I'm not saying that the rule is that the real tests are much harder than the mock ones, yet, what I say is that don't take it as a rule that mock tests are harder. It seems it varies from an exam to another.

Thanks.


----------



## devang2016 (Mar 14, 2016)

hictegypt said:


> Dears, I just wanted to share this with you in order to take care.
> 
> I read here many posts talking about PTE mock tests and how they are much harder than the real PTE exam.
> 
> ...


Thank you for your observation, hope you get the required score. Do you remember any specific questions from the exam, would be great if you can share..


----------



## jb0404 (Apr 23, 2017)

hictegypt said:


> Dears, I just wanted to share this with you in order to take care.
> 
> I read here many posts talking about PTE mock tests and how they are much harder than the real PTE exam.
> 
> ...


Dang!! This was on the cards. Was wondering recently when they were going to revamp their question set because they might have started wondering how applicants find it easy to clear it than IELTS(Much harder to score 8 and above on all sections than 79+ in PTE). But it was true, their mock tests were slightly harder than the actual test. Maybe not anymore!. One more person recently updated the same that exams are harder than the first attempt. 
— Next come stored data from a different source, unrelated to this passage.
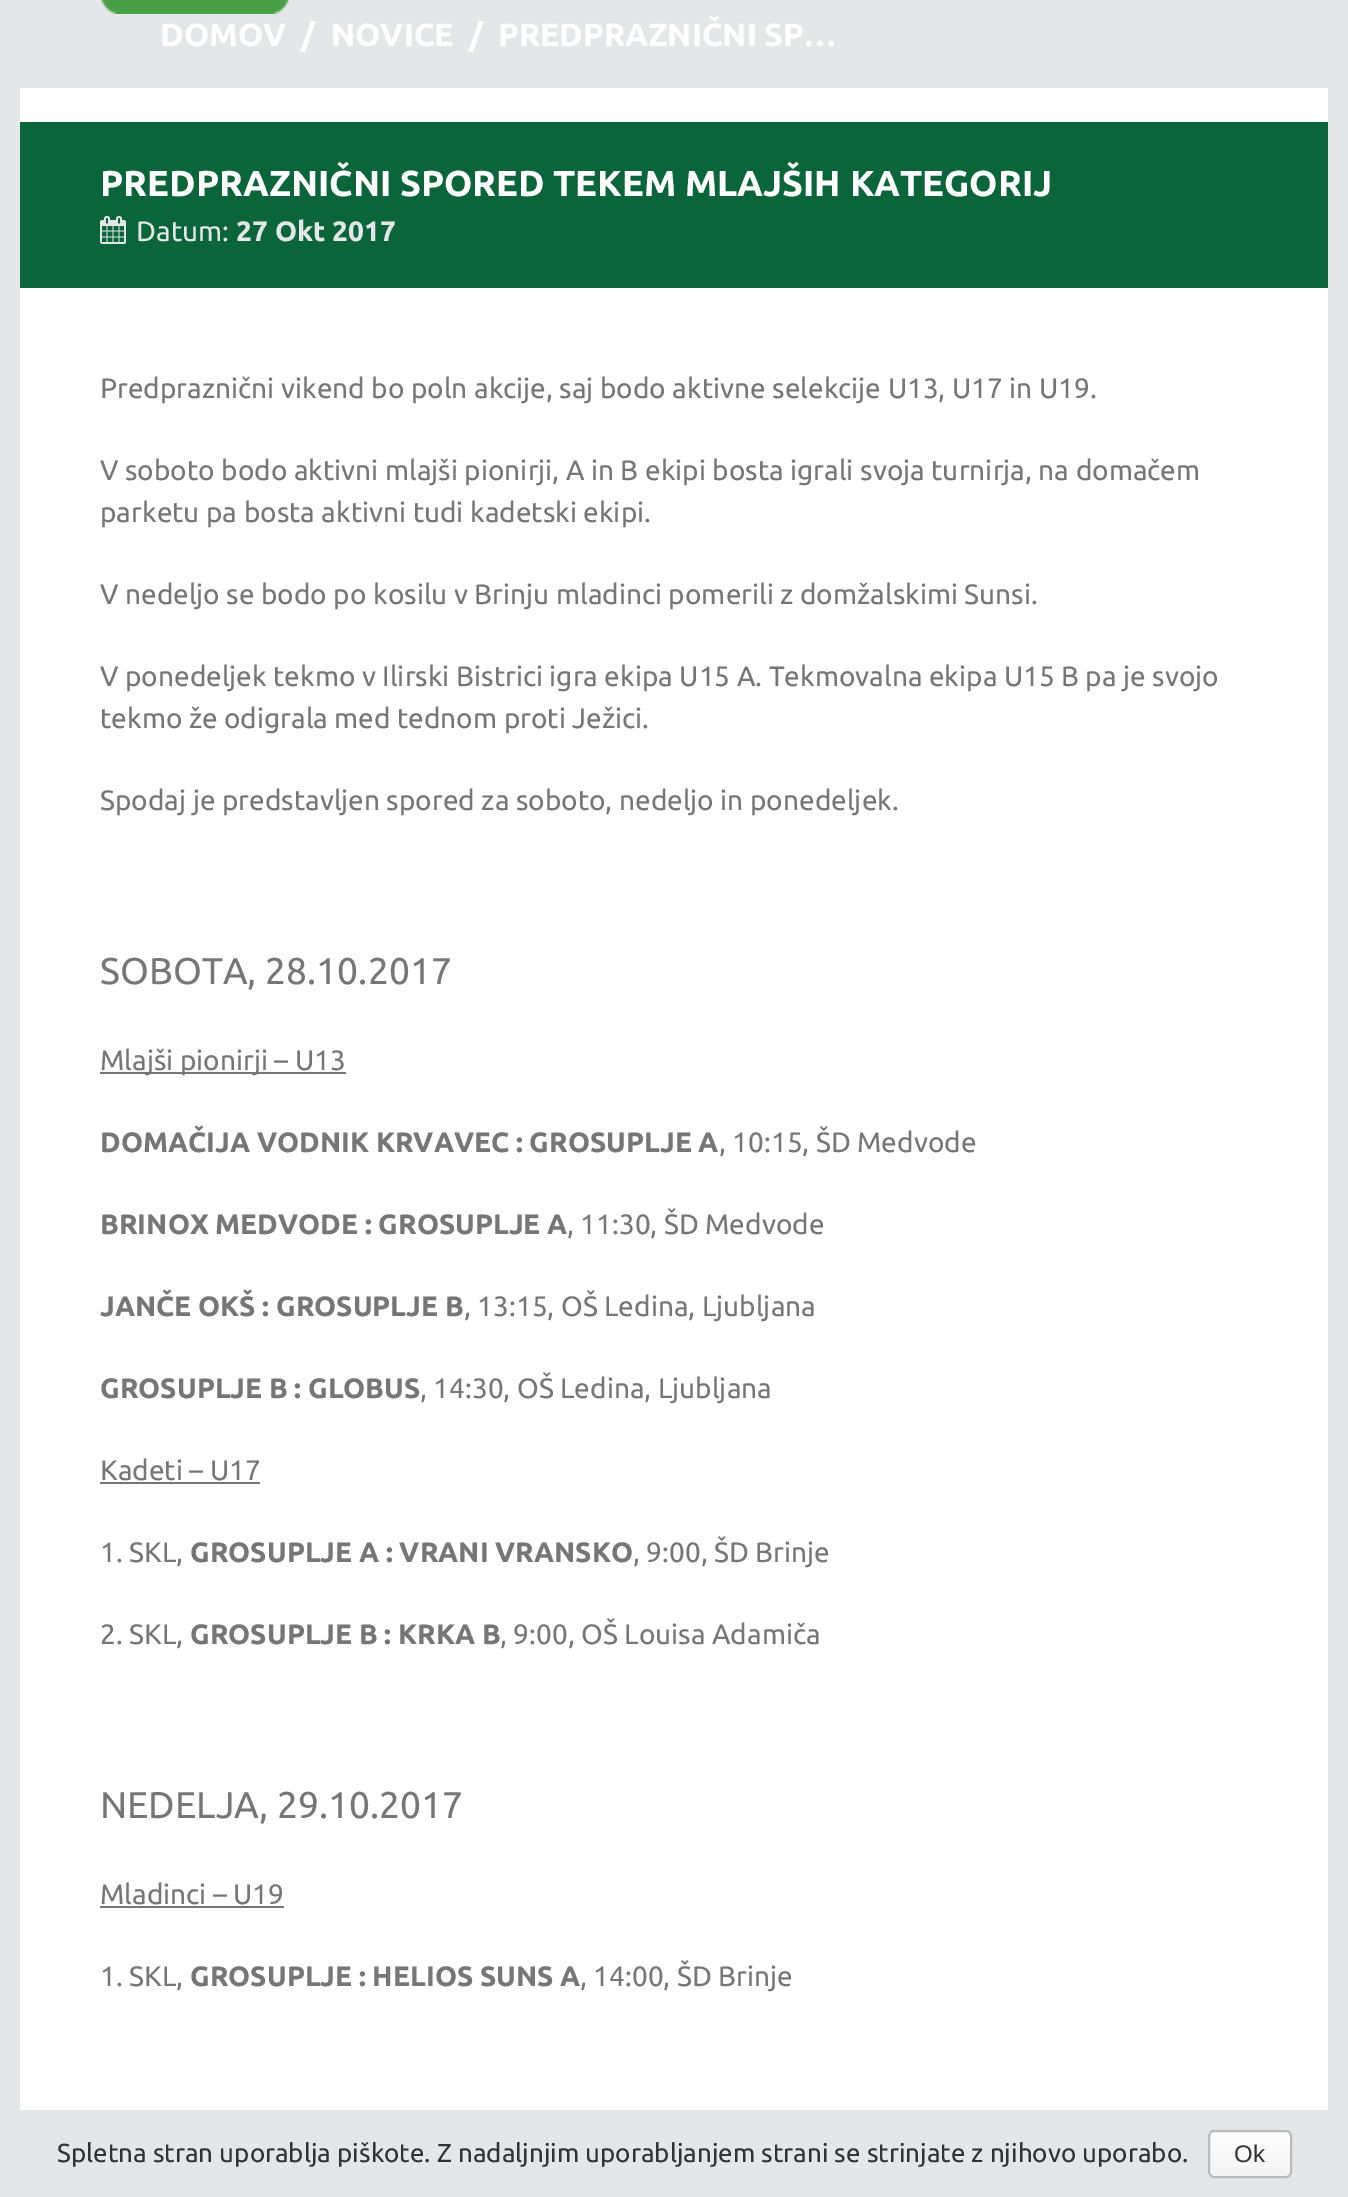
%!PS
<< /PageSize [1348 2197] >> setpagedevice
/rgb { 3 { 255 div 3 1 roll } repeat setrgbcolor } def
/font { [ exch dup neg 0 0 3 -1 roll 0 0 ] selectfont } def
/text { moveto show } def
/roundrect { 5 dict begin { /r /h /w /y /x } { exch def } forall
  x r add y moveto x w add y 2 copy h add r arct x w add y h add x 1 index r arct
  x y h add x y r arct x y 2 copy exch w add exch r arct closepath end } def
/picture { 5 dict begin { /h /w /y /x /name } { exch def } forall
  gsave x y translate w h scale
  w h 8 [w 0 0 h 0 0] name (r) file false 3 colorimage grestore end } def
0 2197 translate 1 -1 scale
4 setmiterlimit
229 230 231 rgb
0 0 1348 2197 rectfill
(img_01.rgb) 100 0 190 14 picture
255 255 255 rgb
20 88 1308 34 rectfill
10 102 58 rgb
20 122 1308 166 rectfill
(img_02.rgb) 100 216 26 28 picture
255 255 255 rgb
20 288 1308 1822 rectfill
118 118 118 rgb
100 1072 246 2 rectfill
100 1482 160 2 rectfill
100 1906 184 2 rectfill
gsave
1208 2130 84 48 6 roundrect clip newpath
gsave 1208 2132 moveto 84 0 rlineto 0 44 rlineto -84 0 rlineto closepath clip newpath
<< /ShadingType 2 /ColorSpace /DeviceRGB /Coords [1250 2132 1250 2176] /Extend [true true] /Function << /FunctionType 2 /Domain [0 1] /C0 [0.996 0.996 0.996] /C1 [0.957 0.957 0.957] /N 1 >> >> shfill grestore
grestore
187 187 187 rgb
2 setlinewidth
1209 2131 82 46 5 roundrect stroke
/Ubuntu-Bold 32 font
255 255 255 rgb
(DOMOV) 160 46 text
(/) 301 46 text
(NOVICE) 331 46 text
(/) 469 46 text
(PREDPRAZNIČNI SP…) 498 46 text
/Ubuntu-Bold 36 font
(PREDPRAZNIČNI SPORED TEKEM MLAJŠIH KATEGORIJ) 100 196 text
/Ubuntu-Regular 28 font
229 230 231 rgb
(Datum:) 136 241 text
/Ubuntu-Bold 28 font
(27 Okt 2017) 236 241 text
/Ubuntu-Regular 28 font
118 118 118 rgb
(Predpraznični vikend bo poln akcije, saj bodo aktivne selekcije U13, U17 in U19.) 100 398 text
(V soboto bodo aktivni mlajši pionirji, A in B ekipi bosta igrali svoja turnirja, na domačem) 100 480 text
(parketu pa bosta aktivni tudi kadetski ekipi.) 100 522 text
(V nedeljo se bodo po kosilu v Brinju mladinci pomerili z domžalskimi Sunsi.) 100 604 text
(V ponedeljek tekmo v Ilirski Bistrici igra ekipa U15 A. Tekmovalna ekipa U15 B pa je svojo) 100 686 text
(tekmo že odigrala med tednom proti Ježici.) 100 728 text
(Spodaj je predstavljen spored za soboto, nedeljo in ponedeljek.) 100 810 text
/Ubuntu-Regular 37.25 font
(SOBOTA, 28.10.2017) 100 984 text
/Ubuntu-Regular 28 font
(Mlajši pionirji – U13) 100 1070 text
/Ubuntu-Bold 28 font
(DOMAČIJA VODNIK KRVAVEC : GROSUPLJE A) 100 1152 text
/Ubuntu-Regular 28 font
(, 10:15, ŠD Medvode) 719 1152 text
/Ubuntu-Bold 28 font
(BRINOX MEDVODE : GROSUPLJE A) 100 1234 text
/Ubuntu-Regular 28 font
(, 11:30, ŠD Medvode) 567 1234 text
/Ubuntu-Bold 28 font
(JANČE OKŠ : GROSUPLJE B) 100 1316 text
/Ubuntu-Regular 28 font
(, 13:15, OŠ Ledina, Ljubljana) 464 1316 text
/Ubuntu-Bold 28 font
(GROSUPLJE B : GLOBUS) 100 1398 text
/Ubuntu-Regular 28 font
(, 14:30, OŠ Ledina, Ljubljana) 420 1398 text
(Kadeti – U17) 100 1480 text
(1. SKL,) 100 1562 text
/Ubuntu-Bold 28 font
(GROSUPLJE A : VRANI VRANSKO) 190 1562 text
/Ubuntu-Regular 28 font
(, 9:00, ŠD Brinje) 633 1562 text
(2. SKL,) 100 1644 text
/Ubuntu-Bold 28 font
(GROSUPLJE B : KRKA B) 190 1644 text
/Ubuntu-Regular 28 font
(, 9:00, OŠ Louisa Adamiča) 500 1644 text
/Ubuntu-Regular 37.25 font
(NEDELJA, 29.10.2017) 100 1818 text
/Ubuntu-Regular 28 font
(Mladinci – U19) 100 1904 text
(1. SKL,) 100 1986 text
/Ubuntu-Bold 28 font
(GROSUPLJE : HELIOS SUNS A) 190 1986 text
/Ubuntu-Regular 28 font
(, 14:00, ŠD Brinje) 580 1986 text
/Ubuntu-Regular 26 font
51 51 51 rgb
(Spletna stran uporablja piškote. Z nadaljnjim uporabljanjem strani se strinjate z njihovo uporabo.) 57 2162 text
/LiberationSans-Regular 24 font
(Ok) 1234 2162 text
showpage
Anyway, thanks for the heads up & sorry to hear that your exam did not go as expected. Good Luck with the next attempt.


----------



## benisrael (Oct 8, 2016)

hictegypt said:


> Dears, I just wanted to share this with you in order to take care.
> 
> I read here many posts talking about PTE mock tests and how they are much harder than the real PTE exam.
> 
> ...



I assume the mock tests were bought from official PTE site?


----------



## Islam_naarat (Nov 29, 2017)

it is really bad news for us!!


----------



## BeefalaRus (Jan 16, 2017)

The real test was more difficult even when I passed the exam in August.
The best advise here is to just learn English and practice test skills. Whatever the difficulty of the exam is you just need to be ready, that's it. With tons of valuable tips for the PTE it is not that difficult to pass the exam and get the desired score.


----------



## Mikail_Zubair (Nov 27, 2016)

Stay clear of grammar and spelling mistakes. Fluency is the key. Time management can be difficult in Reading, relax your mind in the Writing section for a few moment as it can affect your performance in the next ones.


----------



## benisrael (Oct 8, 2016)

Good to see these positive replies in a negative thread, no offence to Hictegypt.


----------



## adishjain86 (Apr 27, 2017)

Thanks for the info. Can you pl. share your scores obtained in Mock test?

Cheers,
AJ.

Sent from my SM-A710F using Tapatalk


----------



## hictegypt (Dec 15, 2016)

benisrael said:


> I assume the mock tests were bought from official PTE site?


Yes


----------



## hictegypt (Dec 15, 2016)

benisrael said:


> Good to see these positive replies in a negative thread, no offence to Hictegypt.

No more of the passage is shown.